Nanoemulsions loaded with mangostin extracts prepared from mangosteen peel extracts recovered by VCO, mixed VCO-PG, and PG at the dispersed phase containing mixed surfactants (Tween20/Span20) having an HLB value of 15.1 were successfully produced by ultrasonication. The obtained nanoemulsions were globular and uniformly distributed in nanoscale, with the average droplet size less than 100 nm. The zeta potentials of the particles exerted the largest negative charge, which was considered as a stable dispersion. All nanoemulsions made by mixed surfactant with an HLB value of 15.1 were stable against multiple freeze-thaw cycles. Furthermore, the smaller droplet sizes of the nanoemulsions exhibited superior antioxidant and antibacterial activities when compared to their corresponding bulk extracts. Thus, nanoemulsions loaded with mangostin extracts can be used as a promising delivery system for bioactive polyphenol in food supplements, pharmaceuticals, and cosmetics.
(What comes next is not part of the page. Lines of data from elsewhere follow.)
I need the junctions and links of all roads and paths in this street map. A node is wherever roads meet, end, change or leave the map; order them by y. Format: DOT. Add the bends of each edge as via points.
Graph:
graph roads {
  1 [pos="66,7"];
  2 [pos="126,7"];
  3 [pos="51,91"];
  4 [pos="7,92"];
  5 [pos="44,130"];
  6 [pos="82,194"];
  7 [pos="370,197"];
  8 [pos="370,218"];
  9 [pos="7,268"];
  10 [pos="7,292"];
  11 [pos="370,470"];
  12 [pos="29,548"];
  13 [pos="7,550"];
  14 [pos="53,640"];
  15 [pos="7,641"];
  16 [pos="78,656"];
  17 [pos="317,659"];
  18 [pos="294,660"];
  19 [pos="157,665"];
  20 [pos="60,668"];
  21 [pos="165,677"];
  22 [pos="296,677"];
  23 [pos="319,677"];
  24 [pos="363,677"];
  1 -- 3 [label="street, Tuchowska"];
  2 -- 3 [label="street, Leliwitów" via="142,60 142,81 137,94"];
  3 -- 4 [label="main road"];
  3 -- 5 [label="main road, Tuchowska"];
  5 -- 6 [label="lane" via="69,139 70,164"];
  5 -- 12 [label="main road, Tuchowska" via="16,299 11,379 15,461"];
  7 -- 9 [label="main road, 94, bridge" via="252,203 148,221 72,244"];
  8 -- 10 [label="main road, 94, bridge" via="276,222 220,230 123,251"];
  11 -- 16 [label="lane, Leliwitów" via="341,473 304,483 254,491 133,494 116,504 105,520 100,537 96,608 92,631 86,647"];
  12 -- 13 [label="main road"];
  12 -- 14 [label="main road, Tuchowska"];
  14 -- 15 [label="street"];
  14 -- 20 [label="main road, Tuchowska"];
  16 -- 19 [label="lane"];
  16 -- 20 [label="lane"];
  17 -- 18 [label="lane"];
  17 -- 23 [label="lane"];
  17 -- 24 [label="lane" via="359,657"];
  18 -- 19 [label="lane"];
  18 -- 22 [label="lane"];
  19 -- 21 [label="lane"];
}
A prospective nanoemulgel using nanoemulsions loaded with mangostin extracts and oligosacharide as a gelling agent was developed. The nanoemulgel showed a greater increase in in vitro mangostin release than its emulgel. Considering its gel appearance, viscosity, and mangostin release, the mixed VCO-PG nanoemulgel was classified as an excellent formulation for cosmetic-based gel application.

Data Availability

All relevant data are within the manuscript and its Supporting Information files.

Funding Statement

The authors gratefully acknowledge the financial supports from Walailak University (Grant No. 22/2562) and Nakhon Si Thammarat Rajabhat University to CS. This research was partially supported by the New Strategic Research (P2P) project, Walailak University, Thailand to WP.